In his second lecture, Smith details the creative splicing of hurricane relief with federal policymaking—a plan that revealed how politics can mingle with disaster relief.
“In a move that showed a great deal of imagination for federal bureaucrats, the U.S. Department of Health, Education, and Welfare [now Health and Human Services] attempted to tie federal aid for recovery to the desegregation of Mississippi schools,” Smith said. “But there was a wrinkle: President Nixon wanted to institute a new anti-ballistic missile system, and Mississippi Sen. John Stennis said he would block that unless the federal government backed off in its effort to link recovery aid with school desegregation.”
Stennis’ ultimatum delayed his state’s school desegregation only for a few months; Mississippi ultimately yielded to federal desegregation laws.
Recovery and rebuilding after Camille followed the same slow trajectory witnessed after Katrina’s destruction of New Orleans in 2005. As part of its Southern campaign strategy, the Nixon administration funneled federal aid to a governors’ council, which largely benefited the business community’s rebuilding, Smith said. As is the case after many natural disasters, the pace and evenness of recovery after Camille revealed societal gaps between rich and poor.
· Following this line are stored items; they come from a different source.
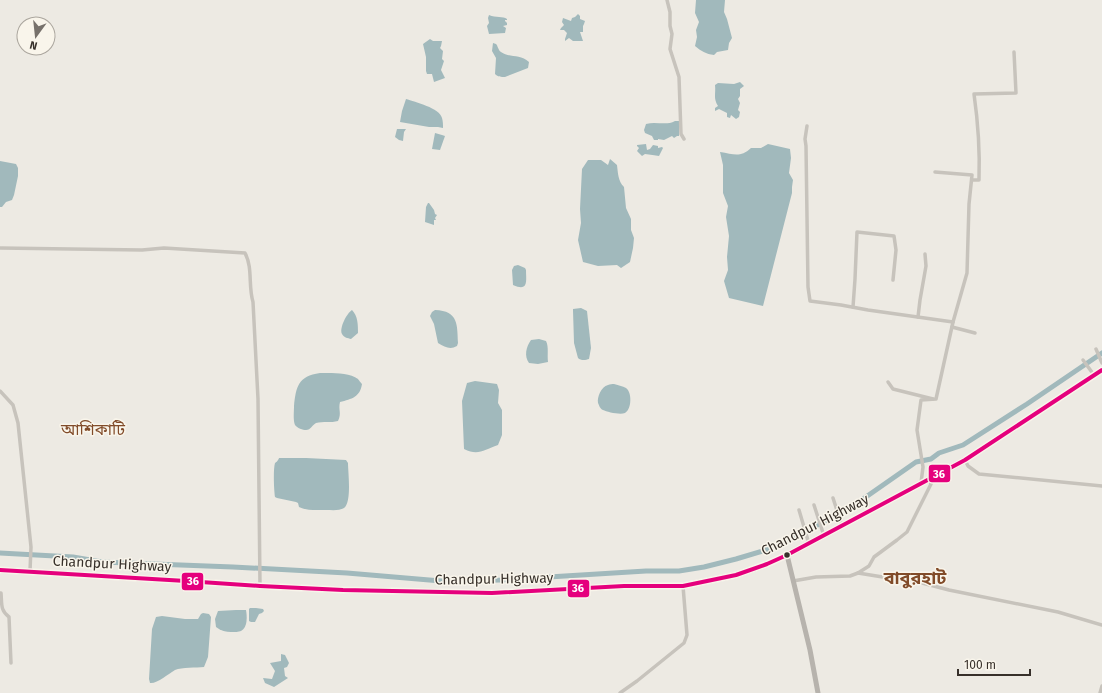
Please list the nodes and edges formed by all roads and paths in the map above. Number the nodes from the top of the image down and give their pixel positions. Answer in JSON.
{"nodes":[{"id":1,"x":667,"y":0,"type":"edge"},
{"id":2,"x":1014,"y":52,"type":"dead end"},
{"id":3,"x":807,"y":126,"type":"dead end"},
{"id":4,"x":684,"y":139,"type":"dead end"},
{"id":5,"x":935,"y":172,"type":"dead end"},
{"id":6,"x":972,"y":180,"type":"junction"},
{"id":7,"x":0,"y":248,"type":"edge"},
{"id":8,"x":925,"y":254,"type":"dead end"},
{"id":9,"x":893,"y":280,"type":"dead end"},
{"id":10,"x":853,"y":307,"type":"junction"},
{"id":11,"x":918,"y":317,"type":"junction"},
{"id":12,"x":953,"y":322,"type":"junction"},
{"id":13,"x":952,"y":327,"type":"junction"},
{"id":14,"x":975,"y":333,"type":"dead end"},
{"id":15,"x":1096,"y":349,"type":"dead end"},
{"id":16,"x":1083,"y":360,"type":"dead end"},
{"id":17,"x":1101,"y":362,"type":"edge"},
{"id":18,"x":1102,"y":370,"type":"edge"},
{"id":19,"x":1094,"y":375,"type":"junction"},
{"id":20,"x":888,"y":382,"type":"dead end"},
{"id":21,"x":0,"y":390,"type":"edge"},
{"id":22,"x":936,"y":400,"type":"junction"},
{"id":23,"x":965,"y":460,"type":"junction"},
{"id":24,"x":929,"y":479,"type":"junction"},
{"id":25,"x":921,"y":484,"type":"junction"},
{"id":26,"x":1102,"y":486,"type":"edge"},
{"id":27,"x":833,"y":498,"type":"dead end"},
{"id":28,"x":814,"y":505,"type":"dead end"},
{"id":29,"x":799,"y":510,"type":"dead end"},
{"id":30,"x":842,"y":526,"type":"junction"},
{"id":31,"x":824,"y":536,"type":"junction"},
{"id":32,"x":808,"y":544,"type":"junction"},
{"id":33,"x":787,"y":555,"type":"junction"},
{"id":34,"x":0,"y":570,"type":"edge"},
{"id":35,"x":30,"y":571,"type":"junction"},
{"id":36,"x":858,"y":573,"type":"junction"},
{"id":37,"x":793,"y":581,"type":"junction"},
{"id":38,"x":260,"y":586,"type":"junction"},
{"id":39,"x":683,"y":586,"type":"junction"},
{"id":40,"x":0,"y":593,"type":"edge"},
{"id":41,"x":1102,"y":625,"type":"edge"},
{"id":42,"x":11,"y":663,"type":"dead end"},
{"id":43,"x":1102,"y":686,"type":"edge"},
{"id":44,"x":620,"y":693,"type":"edge"},
{"id":45,"x":818,"y":693,"type":"edge"},
{"id":46,"x":1100,"y":693,"type":"edge"}],
"edges":[{"from":1,"to":4,"type":"street"},
{"from":2,"to":6,"type":"street"},
{"from":3,"to":10,"type":"street"},
{"from":5,"to":6,"type":"street"},
{"from":6,"to":12,"type":"street"},
{"from":7,"to":38,"type":"street"},
{"from":8,"to":11,"type":"street"},
{"from":9,"to":10,"type":"street"},
{"from":10,"to":11,"type":"street"},
{"from":11,"to":12,"type":"street"},
{"from":12,"to":13,"type":"street"},
{"from":13,"to":14,"type":"street"},
{"from":13,"to":22,"type":"street"},
{"from":15,"to":17,"type":"street"},
{"from":16,"to":19,"type":"street"},
{"from":18,"to":19,"type":"main road","name":"Chandpur Highway"},
{"from":19,"to":23,"type":"main road","name":"Chandpur Highway"},
{"from":20,"to":22,"type":"street"},
{"from":21,"to":35,"type":"street"},
{"from":22,"to":25,"type":"street"},
{"from":23,"to":24,"type":"main road","name":"Chandpur Highway"},
{"from":23,"to":26,"type":"street"},
{"from":24,"to":25,"type":"main road","name":"Chandpur Highway"},
{"from":24,"to":36,"type":"street"},
{"from":25,"to":30,"type":"main road","name":"Chandpur Highway"},
{"from":27,"to":30,"type":"street"},
{"from":28,"to":31,"type":"street"},
{"from":29,"to":32,"type":"street"},
{"from":30,"to":31,"type":"main road","name":"Chandpur Highway"},
{"from":31,"to":32,"type":"main road","name":"Chandpur Highway"},
{"from":32,"to":33,"type":"main road","name":"Chandpur Highway"},
{"from":33,"to":37,"type":"main road"},
{"from":33,"to":39,"type":"main road","name":"Chandpur Highway"},
{"from":34,"to":35,"type":"main road","name":"Chandpur Highway"},
{"from":35,"to":38,"type":"main road","name":"Chandpur Highway"},
{"from":36,"to":37,"type":"street"},
{"from":36,"to":41,"type":"street"},
{"from":37,"to":45,"type":"main road"},
{"from":38,"to":39,"type":"main road","name":"Chandpur Highway"},
{"from":39,"to":44,"type":"street"},
{"from":40,"to":42,"type":"street"},
{"from":43,"to":46,"type":"street"}]}
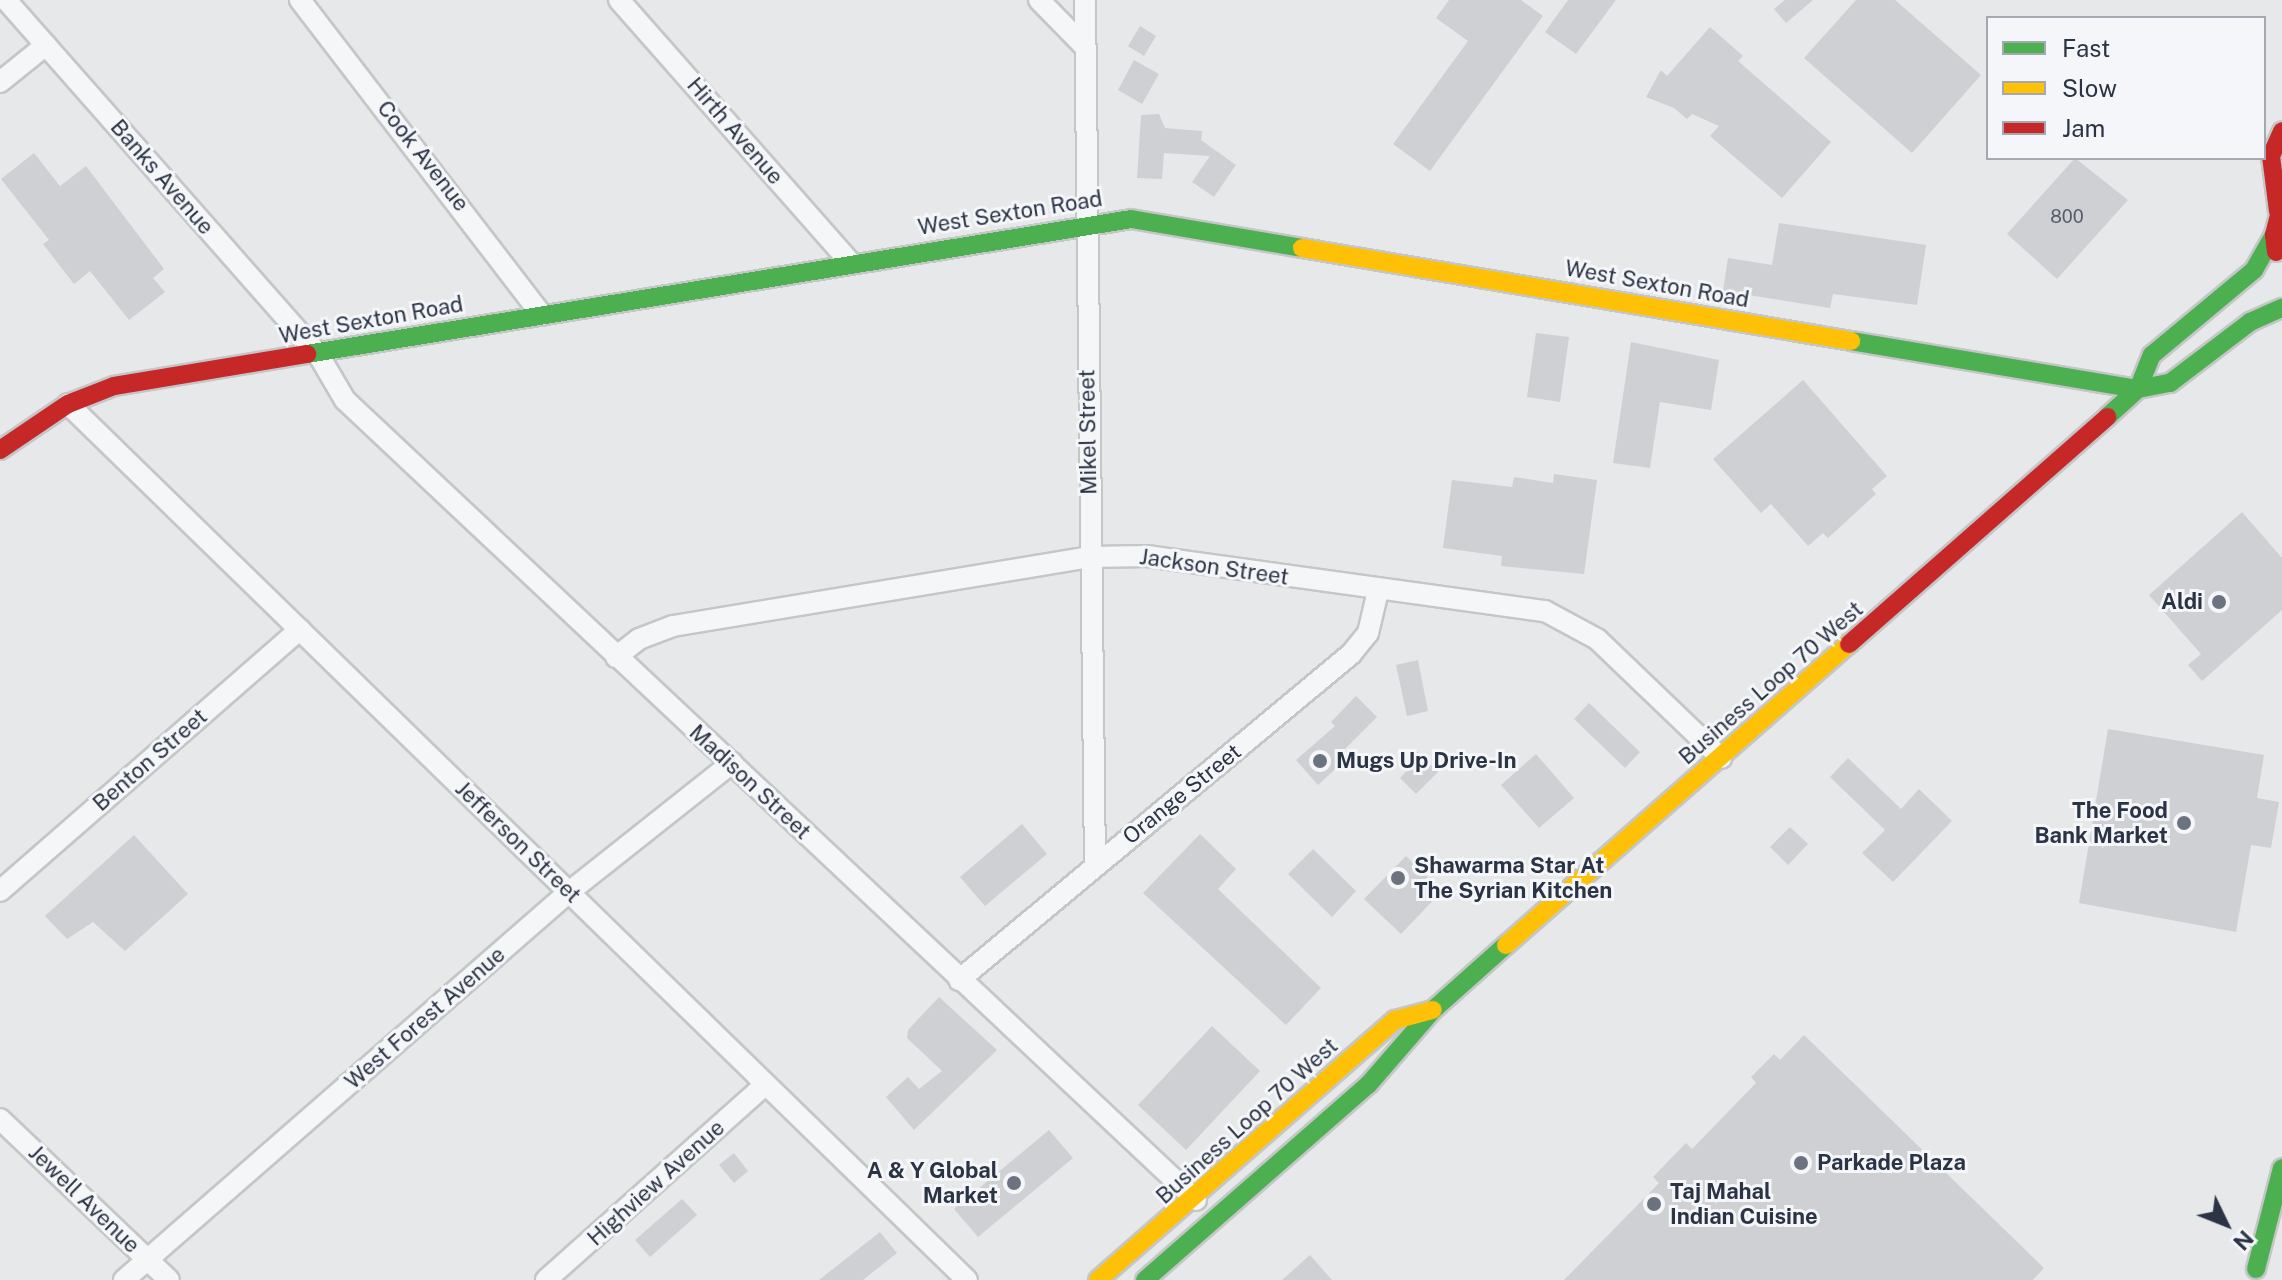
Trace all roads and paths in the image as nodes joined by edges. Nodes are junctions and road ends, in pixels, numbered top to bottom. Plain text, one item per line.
1 (6, 0) edge
2 (300, 0) edge
3 (619, 0) edge
4 (1039, 0) edge
5 (1085, 0) edge
6 (46, 45) junction
7 (1084, 46) junction
8 (0, 82) edge
9 (2282, 131) edge
10 (2280, 208) edge
11 (1086, 223) junction
12 (2274, 235) junction
13 (850, 262) junction
14 (2282, 268) edge
15 (2282, 308) edge
16 (542, 315) junction
17 (318, 354) junction
18 (2138, 389) junction
19 (68, 404) junction
20 (0, 450) edge
21 (1089, 557) junction
22 (1378, 591) junction
23 (300, 629) junction
24 (616, 657) junction
25 (1721, 758) junction
26 (732, 763) junction
27 (1095, 863) junction
28 (0, 891) edge
29 (569, 892) junction
30 (959, 980) junction
31 (1433, 1010) junction
32 (765, 1085) junction
33 (0, 1119) edge
34 (2282, 1168) edge
35 (1196, 1200) junction
36 (2282, 1204) edge
37 (1139, 1247) junction
38 (148, 1260) junction
39 (2254, 1275) edge
40 (1158, 1276) edge
41 (124, 1280) edge
42 (169, 1280) edge
43 (546, 1280) edge
44 (967, 1280) edge
45 (1098, 1280) edge

1 - 6 street, Banks Avenue
2 - 16 street, Cook Avenue
3 - 13 street, Hirth Avenue
4 - 7 street
5 - 7 street, Mikel Street
6 - 8 street
6 - 17 street, Banks Avenue
7 - 11 street, Mikel Street
9 - 10 main road
10 - 12 main road
11 - 13 main road, West Sexton Road
11 - 18 main road, West Sexton Road
11 - 21 street, Mikel Street
12 - 14 main road
12 - 18 main road, Business Loop 70 West
13 - 16 main road, West Sexton Road
15 - 18 main road, Business Loop 70 West
16 - 17 main road, West Sexton Road
17 - 19 main road, West Sexton Road
17 - 24 street, Madison Street
18 - 25 main road, Business Loop 70 West
19 - 20 main road, West Sexton Road
19 - 23 street, Jefferson Street
21 - 22 street, Jackson Street
21 - 24 street, Jackson Street
21 - 27 street, Mikel Street
22 - 25 street, Jackson Street
22 - 27 street, Orange Street
23 - 28 street, Benton Street
23 - 29 street, Jefferson Street
24 - 26 street, Madison Street
25 - 31 main road, Business Loop 70 West
26 - 29 street, West Forest Avenue
26 - 30 street, Madison Street
27 - 30 street, Orange Street
29 - 32 street, Jefferson Street
29 - 38 street, West Forest Avenue
30 - 35 street, Madison Street
31 - 35 main road, Business Loop 70 West
31 - 40 main road, Business Loop 70 West
32 - 43 street, Highview Avenue
32 - 44 street, Jefferson Street
33 - 38 street, Jewell Avenue
34 - 39 main road
35 - 37 main road, Business Loop 70 West
36 - 39 main road
37 - 40 main road
37 - 45 main road, Business Loop 70 West
38 - 41 street, West Forest Avenue
38 - 42 street, Jewell Avenue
“After a storm of such magnitude, there are inevitable questions: Who gets to recover? Who gets to recover faster? And why?” Smith said. “Is recovery a restoration to what you had before? Do you end up with a more equitable and just society or do you end up with the status quo—haves and have nots?”
Smith’s lecture series, delivered earlier this year at Mercer University, will be published by the University of Georgia Press in 2011.